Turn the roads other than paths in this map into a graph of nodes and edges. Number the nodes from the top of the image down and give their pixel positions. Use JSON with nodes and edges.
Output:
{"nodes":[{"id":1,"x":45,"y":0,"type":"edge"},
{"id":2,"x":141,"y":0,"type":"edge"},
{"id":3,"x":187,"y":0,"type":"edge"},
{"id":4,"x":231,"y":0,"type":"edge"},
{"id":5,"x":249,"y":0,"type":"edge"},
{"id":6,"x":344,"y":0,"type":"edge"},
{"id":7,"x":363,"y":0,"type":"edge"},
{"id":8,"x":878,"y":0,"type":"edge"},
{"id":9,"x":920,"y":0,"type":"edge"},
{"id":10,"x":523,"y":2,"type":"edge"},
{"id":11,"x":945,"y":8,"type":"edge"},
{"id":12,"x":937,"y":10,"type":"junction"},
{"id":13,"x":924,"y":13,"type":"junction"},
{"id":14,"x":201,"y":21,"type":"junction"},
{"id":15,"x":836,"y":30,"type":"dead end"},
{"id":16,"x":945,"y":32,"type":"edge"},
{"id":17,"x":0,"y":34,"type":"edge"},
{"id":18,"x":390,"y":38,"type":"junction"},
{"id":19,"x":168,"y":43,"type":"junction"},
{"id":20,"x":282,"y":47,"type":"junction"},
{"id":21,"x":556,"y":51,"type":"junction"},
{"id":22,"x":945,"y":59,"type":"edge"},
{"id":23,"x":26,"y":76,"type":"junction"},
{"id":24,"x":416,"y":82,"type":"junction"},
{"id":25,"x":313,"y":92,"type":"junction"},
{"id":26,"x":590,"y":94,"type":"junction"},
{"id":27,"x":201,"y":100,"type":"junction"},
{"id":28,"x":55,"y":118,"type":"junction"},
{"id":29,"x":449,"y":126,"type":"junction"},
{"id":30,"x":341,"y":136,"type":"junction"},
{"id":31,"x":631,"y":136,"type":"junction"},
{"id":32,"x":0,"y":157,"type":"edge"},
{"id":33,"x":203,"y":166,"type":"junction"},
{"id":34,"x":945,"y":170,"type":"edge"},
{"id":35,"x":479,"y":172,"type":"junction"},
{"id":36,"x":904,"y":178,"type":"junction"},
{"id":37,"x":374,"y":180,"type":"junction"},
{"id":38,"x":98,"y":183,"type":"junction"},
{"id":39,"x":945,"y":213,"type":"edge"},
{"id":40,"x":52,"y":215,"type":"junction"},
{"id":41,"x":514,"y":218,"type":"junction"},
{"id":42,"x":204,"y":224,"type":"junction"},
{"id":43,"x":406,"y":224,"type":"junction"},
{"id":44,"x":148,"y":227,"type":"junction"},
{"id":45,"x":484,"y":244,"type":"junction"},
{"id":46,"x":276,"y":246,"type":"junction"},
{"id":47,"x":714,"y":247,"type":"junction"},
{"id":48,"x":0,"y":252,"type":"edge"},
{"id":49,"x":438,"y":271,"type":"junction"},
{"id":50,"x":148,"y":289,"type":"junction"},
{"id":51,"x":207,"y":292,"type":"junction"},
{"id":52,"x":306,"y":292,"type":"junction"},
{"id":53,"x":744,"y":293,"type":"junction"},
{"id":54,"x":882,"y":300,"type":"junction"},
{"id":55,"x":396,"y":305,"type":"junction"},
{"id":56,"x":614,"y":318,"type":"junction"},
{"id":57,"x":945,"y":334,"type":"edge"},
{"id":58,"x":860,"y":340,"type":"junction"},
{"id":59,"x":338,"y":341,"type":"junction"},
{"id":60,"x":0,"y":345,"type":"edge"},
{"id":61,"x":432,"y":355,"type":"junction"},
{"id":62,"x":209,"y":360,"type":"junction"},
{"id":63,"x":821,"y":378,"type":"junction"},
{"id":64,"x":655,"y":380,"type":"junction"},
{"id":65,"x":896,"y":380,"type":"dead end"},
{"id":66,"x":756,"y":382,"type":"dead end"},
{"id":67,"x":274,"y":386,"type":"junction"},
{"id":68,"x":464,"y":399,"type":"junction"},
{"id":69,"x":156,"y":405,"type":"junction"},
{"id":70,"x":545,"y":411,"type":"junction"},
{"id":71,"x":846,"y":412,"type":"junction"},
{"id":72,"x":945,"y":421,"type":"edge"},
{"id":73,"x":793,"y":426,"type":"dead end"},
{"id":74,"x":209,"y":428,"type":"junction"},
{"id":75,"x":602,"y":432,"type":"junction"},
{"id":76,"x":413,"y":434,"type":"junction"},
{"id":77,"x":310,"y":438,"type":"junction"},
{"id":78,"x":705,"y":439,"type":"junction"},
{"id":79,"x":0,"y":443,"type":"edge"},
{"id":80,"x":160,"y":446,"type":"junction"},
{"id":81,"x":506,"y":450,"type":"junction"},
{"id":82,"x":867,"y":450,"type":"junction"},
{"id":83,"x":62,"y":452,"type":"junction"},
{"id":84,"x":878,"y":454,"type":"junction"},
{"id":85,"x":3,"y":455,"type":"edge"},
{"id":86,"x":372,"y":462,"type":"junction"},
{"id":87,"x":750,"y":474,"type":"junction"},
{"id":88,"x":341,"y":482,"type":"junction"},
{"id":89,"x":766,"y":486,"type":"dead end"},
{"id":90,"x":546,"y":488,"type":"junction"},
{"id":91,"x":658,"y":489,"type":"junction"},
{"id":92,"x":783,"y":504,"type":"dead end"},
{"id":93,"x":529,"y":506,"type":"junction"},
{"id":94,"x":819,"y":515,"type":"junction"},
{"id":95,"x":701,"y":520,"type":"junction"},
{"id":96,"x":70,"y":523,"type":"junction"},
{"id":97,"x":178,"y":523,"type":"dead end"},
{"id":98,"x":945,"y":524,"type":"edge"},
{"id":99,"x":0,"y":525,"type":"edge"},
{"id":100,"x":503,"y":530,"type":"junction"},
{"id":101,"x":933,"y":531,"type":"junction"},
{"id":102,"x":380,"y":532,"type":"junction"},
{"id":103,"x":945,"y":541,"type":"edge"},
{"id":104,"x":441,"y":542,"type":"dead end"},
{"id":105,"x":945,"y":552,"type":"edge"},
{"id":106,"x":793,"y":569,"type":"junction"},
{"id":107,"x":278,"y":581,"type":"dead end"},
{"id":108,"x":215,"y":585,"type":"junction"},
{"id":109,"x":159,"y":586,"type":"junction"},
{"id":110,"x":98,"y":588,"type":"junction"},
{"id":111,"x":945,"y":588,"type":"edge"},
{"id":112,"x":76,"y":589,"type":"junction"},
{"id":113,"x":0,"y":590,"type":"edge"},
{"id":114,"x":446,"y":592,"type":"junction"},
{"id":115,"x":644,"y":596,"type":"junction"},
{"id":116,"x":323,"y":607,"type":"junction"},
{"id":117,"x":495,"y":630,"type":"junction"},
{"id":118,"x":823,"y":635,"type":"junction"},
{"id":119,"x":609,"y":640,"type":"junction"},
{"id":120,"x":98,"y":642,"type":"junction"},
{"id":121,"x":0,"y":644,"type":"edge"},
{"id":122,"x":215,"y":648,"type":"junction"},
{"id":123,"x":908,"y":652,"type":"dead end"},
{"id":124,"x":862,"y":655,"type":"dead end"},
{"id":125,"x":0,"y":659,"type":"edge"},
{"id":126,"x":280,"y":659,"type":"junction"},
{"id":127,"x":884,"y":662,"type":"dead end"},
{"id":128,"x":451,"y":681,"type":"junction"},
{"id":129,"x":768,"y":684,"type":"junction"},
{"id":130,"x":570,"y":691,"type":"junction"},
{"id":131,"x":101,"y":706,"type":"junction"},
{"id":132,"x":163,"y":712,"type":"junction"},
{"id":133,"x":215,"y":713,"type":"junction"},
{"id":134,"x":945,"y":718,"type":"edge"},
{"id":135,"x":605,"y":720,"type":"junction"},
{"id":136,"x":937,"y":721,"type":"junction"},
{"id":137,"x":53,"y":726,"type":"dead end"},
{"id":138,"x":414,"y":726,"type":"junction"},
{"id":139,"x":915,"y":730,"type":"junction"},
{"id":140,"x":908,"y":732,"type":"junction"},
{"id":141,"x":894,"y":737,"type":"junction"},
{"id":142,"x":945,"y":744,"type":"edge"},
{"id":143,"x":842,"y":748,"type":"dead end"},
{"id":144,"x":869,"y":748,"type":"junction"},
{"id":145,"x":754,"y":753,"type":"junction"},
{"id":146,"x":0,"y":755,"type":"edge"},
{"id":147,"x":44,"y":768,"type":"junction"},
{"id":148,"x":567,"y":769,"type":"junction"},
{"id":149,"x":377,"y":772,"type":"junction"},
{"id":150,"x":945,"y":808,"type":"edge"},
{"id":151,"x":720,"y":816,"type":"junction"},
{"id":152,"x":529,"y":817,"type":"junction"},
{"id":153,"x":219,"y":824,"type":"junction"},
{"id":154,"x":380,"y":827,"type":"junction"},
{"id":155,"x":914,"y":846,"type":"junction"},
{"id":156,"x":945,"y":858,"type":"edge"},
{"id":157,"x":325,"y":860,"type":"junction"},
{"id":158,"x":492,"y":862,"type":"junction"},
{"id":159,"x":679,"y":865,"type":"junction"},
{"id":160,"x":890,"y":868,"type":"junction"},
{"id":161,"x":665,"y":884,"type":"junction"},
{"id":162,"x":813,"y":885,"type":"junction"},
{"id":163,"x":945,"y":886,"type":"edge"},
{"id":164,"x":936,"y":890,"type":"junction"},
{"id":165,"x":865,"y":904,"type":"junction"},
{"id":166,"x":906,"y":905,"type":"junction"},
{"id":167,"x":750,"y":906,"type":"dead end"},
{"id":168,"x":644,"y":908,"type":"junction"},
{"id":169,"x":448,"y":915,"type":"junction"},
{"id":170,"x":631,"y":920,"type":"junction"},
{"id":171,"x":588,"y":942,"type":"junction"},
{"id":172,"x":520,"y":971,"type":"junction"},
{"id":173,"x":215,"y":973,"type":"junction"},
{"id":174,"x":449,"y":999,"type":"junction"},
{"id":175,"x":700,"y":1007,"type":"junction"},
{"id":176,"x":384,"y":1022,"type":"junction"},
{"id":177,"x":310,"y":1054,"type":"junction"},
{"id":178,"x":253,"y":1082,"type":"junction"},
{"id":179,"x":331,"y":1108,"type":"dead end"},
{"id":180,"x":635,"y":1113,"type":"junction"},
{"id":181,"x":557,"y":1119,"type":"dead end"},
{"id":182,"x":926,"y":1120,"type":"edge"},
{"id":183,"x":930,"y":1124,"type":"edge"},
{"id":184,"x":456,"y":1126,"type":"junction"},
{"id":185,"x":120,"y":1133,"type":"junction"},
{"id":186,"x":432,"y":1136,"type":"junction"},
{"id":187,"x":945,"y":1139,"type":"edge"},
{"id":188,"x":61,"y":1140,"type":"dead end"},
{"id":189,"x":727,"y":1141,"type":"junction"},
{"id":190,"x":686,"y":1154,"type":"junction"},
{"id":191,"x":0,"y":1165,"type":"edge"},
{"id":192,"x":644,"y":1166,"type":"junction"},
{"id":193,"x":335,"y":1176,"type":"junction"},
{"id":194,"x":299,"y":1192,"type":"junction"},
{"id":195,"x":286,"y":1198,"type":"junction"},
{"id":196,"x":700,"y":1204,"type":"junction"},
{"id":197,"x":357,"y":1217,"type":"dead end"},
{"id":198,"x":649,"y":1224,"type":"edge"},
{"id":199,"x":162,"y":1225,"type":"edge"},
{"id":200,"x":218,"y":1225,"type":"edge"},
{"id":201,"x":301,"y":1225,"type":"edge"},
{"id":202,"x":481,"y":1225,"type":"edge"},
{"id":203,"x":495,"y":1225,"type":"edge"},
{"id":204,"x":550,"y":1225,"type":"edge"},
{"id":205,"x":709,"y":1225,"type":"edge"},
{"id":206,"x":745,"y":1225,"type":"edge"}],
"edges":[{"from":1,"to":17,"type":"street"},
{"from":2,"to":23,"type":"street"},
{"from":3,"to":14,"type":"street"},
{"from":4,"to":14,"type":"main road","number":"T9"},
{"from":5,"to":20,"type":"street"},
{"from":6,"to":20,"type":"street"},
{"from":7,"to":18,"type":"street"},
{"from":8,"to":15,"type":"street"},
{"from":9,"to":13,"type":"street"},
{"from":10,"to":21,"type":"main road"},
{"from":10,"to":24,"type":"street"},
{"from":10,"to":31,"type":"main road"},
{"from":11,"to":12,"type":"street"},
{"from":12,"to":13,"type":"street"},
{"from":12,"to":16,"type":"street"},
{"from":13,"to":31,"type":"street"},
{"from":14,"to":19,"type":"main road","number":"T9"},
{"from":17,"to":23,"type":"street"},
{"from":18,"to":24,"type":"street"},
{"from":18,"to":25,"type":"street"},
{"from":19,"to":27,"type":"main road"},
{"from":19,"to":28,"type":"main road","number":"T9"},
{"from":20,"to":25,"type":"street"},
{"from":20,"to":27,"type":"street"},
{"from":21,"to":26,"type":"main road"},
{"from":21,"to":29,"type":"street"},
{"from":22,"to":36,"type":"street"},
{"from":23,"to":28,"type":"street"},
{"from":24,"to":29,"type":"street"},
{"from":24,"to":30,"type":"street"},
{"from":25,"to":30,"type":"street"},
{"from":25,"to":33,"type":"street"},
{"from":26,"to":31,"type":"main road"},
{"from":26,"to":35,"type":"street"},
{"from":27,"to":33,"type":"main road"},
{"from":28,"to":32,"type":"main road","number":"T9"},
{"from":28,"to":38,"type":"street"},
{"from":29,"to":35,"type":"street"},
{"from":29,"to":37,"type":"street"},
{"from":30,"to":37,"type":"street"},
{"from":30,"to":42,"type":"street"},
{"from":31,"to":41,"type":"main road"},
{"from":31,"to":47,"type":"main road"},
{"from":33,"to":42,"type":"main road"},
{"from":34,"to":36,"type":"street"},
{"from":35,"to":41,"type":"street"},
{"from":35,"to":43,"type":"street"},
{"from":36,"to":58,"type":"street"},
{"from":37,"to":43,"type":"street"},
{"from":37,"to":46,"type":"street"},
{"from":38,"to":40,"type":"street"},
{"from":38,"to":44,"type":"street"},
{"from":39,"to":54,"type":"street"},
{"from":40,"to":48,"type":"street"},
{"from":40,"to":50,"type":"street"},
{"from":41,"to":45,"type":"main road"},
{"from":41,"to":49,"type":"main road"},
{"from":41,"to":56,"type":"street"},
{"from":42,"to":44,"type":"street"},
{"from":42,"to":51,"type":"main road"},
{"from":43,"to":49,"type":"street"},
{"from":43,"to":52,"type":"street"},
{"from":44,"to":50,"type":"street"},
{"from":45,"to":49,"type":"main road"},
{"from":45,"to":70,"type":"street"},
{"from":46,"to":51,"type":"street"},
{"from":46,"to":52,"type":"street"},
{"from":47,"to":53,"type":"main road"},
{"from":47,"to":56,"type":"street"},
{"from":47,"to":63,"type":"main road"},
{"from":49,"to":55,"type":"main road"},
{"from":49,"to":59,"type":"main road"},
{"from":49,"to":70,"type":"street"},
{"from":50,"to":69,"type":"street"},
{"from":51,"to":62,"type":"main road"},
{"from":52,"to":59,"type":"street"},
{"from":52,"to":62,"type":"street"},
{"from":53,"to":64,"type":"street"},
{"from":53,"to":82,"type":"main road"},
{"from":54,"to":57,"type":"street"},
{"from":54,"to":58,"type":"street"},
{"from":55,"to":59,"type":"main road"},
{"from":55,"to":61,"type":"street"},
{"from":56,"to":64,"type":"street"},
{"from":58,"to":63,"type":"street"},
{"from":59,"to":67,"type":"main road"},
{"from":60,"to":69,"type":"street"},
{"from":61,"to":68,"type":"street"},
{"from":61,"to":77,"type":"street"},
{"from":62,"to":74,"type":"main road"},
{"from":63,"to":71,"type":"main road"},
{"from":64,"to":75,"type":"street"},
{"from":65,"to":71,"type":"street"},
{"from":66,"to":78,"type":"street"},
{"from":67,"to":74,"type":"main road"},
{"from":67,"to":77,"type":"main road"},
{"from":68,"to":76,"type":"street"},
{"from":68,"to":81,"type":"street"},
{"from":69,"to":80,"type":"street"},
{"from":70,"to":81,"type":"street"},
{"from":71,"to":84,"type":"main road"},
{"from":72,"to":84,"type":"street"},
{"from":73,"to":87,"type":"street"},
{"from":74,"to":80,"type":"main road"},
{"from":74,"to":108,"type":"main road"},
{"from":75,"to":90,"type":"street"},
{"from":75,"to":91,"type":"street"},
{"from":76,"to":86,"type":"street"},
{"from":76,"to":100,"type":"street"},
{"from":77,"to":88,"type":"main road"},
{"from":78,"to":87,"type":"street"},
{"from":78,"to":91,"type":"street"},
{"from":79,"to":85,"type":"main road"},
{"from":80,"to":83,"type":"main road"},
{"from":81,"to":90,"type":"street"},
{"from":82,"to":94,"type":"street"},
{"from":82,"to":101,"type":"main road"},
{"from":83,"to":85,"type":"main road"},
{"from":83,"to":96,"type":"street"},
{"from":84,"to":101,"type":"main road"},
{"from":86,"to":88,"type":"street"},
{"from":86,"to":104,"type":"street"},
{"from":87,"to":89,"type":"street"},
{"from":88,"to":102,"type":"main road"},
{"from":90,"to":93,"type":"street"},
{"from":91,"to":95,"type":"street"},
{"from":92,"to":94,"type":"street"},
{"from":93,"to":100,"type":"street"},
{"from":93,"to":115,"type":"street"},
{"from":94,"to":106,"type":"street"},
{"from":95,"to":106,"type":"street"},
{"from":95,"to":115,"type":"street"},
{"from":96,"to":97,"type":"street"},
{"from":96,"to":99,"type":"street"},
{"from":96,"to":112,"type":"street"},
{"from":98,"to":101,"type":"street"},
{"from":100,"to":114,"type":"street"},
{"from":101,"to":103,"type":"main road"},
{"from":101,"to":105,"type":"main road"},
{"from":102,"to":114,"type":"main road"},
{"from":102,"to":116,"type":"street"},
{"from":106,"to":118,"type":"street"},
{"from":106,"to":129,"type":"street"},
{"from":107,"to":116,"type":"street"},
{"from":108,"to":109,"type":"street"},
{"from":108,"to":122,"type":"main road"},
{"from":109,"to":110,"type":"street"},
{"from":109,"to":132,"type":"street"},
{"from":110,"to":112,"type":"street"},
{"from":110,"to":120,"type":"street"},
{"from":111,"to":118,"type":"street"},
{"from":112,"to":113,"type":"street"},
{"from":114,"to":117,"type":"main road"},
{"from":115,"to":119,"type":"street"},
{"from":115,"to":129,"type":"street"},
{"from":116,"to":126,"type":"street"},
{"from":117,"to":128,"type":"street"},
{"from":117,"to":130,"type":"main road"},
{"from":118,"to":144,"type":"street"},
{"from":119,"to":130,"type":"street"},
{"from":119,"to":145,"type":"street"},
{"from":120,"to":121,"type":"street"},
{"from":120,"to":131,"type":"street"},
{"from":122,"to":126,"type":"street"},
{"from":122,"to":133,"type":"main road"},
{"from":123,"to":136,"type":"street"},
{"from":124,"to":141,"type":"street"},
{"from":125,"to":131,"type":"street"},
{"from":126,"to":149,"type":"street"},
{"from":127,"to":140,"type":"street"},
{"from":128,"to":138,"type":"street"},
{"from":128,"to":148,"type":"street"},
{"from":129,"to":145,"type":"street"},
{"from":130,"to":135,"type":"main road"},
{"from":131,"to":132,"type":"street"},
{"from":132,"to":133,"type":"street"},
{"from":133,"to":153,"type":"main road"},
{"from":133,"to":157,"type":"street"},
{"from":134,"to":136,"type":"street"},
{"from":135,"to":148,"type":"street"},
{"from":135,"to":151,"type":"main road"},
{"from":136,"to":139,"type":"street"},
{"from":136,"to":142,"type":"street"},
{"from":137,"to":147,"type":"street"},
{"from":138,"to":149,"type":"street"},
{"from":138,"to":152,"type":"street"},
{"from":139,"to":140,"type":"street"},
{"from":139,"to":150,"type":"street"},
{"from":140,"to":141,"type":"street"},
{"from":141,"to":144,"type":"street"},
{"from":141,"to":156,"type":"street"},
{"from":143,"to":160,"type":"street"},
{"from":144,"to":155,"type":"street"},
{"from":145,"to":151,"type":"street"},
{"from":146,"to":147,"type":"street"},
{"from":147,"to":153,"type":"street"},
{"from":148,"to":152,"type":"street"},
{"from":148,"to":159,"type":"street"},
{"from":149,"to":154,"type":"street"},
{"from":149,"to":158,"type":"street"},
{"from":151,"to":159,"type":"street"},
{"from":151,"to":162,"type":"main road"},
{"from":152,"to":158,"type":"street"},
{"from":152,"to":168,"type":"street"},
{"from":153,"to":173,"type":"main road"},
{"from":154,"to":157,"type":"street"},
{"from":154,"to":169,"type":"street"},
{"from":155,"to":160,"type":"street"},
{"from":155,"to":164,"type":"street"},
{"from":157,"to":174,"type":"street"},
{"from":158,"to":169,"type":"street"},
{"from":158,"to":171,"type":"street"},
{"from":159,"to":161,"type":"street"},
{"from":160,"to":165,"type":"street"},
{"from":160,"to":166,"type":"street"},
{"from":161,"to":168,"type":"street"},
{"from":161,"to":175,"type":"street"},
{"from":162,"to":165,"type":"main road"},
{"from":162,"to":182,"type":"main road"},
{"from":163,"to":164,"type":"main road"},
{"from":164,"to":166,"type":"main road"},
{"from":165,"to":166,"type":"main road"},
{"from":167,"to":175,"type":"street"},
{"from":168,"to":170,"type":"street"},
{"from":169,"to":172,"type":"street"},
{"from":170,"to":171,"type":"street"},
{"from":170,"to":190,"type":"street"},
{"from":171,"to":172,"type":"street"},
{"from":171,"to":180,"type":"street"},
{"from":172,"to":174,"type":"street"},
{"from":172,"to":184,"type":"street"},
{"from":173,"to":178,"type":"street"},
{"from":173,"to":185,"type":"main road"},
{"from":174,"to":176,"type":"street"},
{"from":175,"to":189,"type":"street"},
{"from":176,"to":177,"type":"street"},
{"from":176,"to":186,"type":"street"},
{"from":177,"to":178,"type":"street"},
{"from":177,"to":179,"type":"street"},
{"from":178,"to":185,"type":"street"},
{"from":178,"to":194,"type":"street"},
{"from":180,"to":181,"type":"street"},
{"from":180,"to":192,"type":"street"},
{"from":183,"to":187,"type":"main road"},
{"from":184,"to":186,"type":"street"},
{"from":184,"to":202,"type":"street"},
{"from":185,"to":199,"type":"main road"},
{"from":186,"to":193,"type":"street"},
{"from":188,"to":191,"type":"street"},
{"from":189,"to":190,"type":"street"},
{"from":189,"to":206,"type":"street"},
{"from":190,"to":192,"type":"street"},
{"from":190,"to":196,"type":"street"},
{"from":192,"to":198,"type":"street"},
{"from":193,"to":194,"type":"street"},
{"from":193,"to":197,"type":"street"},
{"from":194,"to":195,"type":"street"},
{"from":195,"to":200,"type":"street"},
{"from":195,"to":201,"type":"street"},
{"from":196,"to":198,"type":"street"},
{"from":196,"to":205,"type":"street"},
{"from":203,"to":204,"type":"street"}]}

### TASK TO COMPLETE
The word is "nodes". Copy every line above where it appears.

### SOLUTION FOR THIS TASK
Turn the roads other than paths in this map into a graph of nodes and edges. Number the nodes from the top of the image down and give their pixel positions. Use JSON with nodes and edges.
{"nodes":[{"id":1,"x":45,"y":0,"type":"edge"},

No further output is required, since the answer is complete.